Can you explain what you mean? I don't have any idea what you're saying.....Only 70% of the taxes collected by the FairTax would be paid by customers at the register. The other 30% will be paid by taxing government expenditures which those governments will in turn pass on to their citizens (us) in the form of higher taxes. Only people can pay taxes, it has to get back to us eventually.
In all the critics calculations, they overlook or try to ignore the fact that the economy is dynamic, not static. Anytime you want to increase tax revenue, lower the rate.
With imbedded tax cost gone, costs will come down. Income will go up (it's no longer being confiscated). Sales will increase. Tax revenues will increase.
Do you ever hear people gripe about working overtime? They hate it because the tax man gets so much of it. In the new economy that this will produce, overtime will really mean something to them. Unions that fight this proposal will face extinction when workers realize the benefits that they were told to forego.

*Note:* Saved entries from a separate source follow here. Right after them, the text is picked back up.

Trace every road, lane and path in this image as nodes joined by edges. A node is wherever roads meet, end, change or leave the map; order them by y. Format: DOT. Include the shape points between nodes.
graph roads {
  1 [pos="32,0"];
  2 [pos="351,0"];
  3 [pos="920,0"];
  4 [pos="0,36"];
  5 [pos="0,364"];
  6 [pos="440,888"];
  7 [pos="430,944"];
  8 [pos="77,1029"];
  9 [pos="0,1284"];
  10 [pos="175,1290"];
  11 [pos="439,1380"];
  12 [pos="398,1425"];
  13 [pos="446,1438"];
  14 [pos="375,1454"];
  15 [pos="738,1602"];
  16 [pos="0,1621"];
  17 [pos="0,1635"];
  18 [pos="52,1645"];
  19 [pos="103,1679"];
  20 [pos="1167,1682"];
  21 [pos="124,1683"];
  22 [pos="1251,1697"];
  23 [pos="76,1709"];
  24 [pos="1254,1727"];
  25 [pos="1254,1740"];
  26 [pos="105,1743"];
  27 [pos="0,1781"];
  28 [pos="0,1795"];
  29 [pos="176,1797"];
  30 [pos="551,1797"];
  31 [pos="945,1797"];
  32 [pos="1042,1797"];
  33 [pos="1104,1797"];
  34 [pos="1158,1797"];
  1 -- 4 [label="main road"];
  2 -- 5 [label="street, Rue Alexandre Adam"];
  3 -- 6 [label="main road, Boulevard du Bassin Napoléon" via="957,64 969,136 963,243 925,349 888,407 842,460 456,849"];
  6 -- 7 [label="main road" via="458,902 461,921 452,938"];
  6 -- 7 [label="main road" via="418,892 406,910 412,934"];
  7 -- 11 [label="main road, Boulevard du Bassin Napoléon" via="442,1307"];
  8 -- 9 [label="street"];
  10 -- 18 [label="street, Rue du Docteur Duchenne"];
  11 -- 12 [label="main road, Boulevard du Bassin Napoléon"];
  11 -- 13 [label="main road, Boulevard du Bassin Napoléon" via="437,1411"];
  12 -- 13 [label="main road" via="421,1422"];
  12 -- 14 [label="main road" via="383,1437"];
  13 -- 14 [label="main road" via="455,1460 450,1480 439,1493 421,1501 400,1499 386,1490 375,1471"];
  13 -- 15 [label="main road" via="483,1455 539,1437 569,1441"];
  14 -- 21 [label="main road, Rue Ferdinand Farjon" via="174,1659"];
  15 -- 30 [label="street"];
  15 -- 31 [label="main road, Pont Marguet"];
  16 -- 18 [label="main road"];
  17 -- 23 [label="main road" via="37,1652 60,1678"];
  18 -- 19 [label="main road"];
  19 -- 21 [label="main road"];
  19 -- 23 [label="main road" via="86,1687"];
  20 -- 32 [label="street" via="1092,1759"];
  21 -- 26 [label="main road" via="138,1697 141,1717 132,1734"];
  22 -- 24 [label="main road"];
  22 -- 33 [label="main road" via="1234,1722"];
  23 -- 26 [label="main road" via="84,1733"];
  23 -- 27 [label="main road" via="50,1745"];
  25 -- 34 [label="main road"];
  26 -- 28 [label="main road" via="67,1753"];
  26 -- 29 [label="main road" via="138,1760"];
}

I still don't understand how you are equating the state/local government agencies requirement to pay the NRST with today's "hidden" taxes. I do understand your concern about the percieved tax increases associated with these agencies paying the NRST, but I still don't see it as "hidden".
Well, not anymore than the typical Democrat believes Gov. Granholm when she blames the President for the lagging of MI's economy when compared to the rest of the country. The rhetoric for socialism will always persist, but the best weapon against this rhetoric is knowledge. The NRST is a great way to make people knowledgeable as to the costs of government entitlements.....
I agree, there is no pie to be divided up, or to have shares fought over. RR proved the thoughts supporting that POV to be incorrect.
I still don't understand how you are equating the state/local government agencies requirement to pay the NRST with today's "hidden" taxes. I do understand your concern about the percieved tax increases associated with these agencies paying the NRST, but I still don't see it as "hidden".How is a business being charge a tax by the feds and making you pay it through higher taxes any different than the states being charged a tax and making you pay it through higher state taxes? Aren't they both hidden federal taxes?
Anything the States purchase today has the imbedded tax. Specifically, the sales tax would become a line item in their expenses, just as it would be for individuals, and it would be readily accessible by the State's residents. They would still have access to the budget planning and budget spend, just as they do today.
Even if I were to agree that this 30% you reference is "hidden", wouldn't that be a significant improvement over the 100% hidden amount today?
Specifically, the sales tax would become a line item in their expenses, just as it would be for individuals, and it would be readily accessible by the State's residents.,/I>How would that tell me how much I paid in federal taxes through my state and local taxes? What you are suggesting could be done today by looking at the total amount of federal corporate income tax paid, but what does that really tell you?
Even if I were to agree that this 30% you reference is "hidden", wouldn't that be a significant improvement over the 100% hidden amount today?100% hidden? How is today's tax 100% hidden?
This hidden tax business is a bitch!
Yep. It's that simple, but some refuse to see.
Also the underground economy pays equally as well. (I.E., drug dealers, hookers, etc.)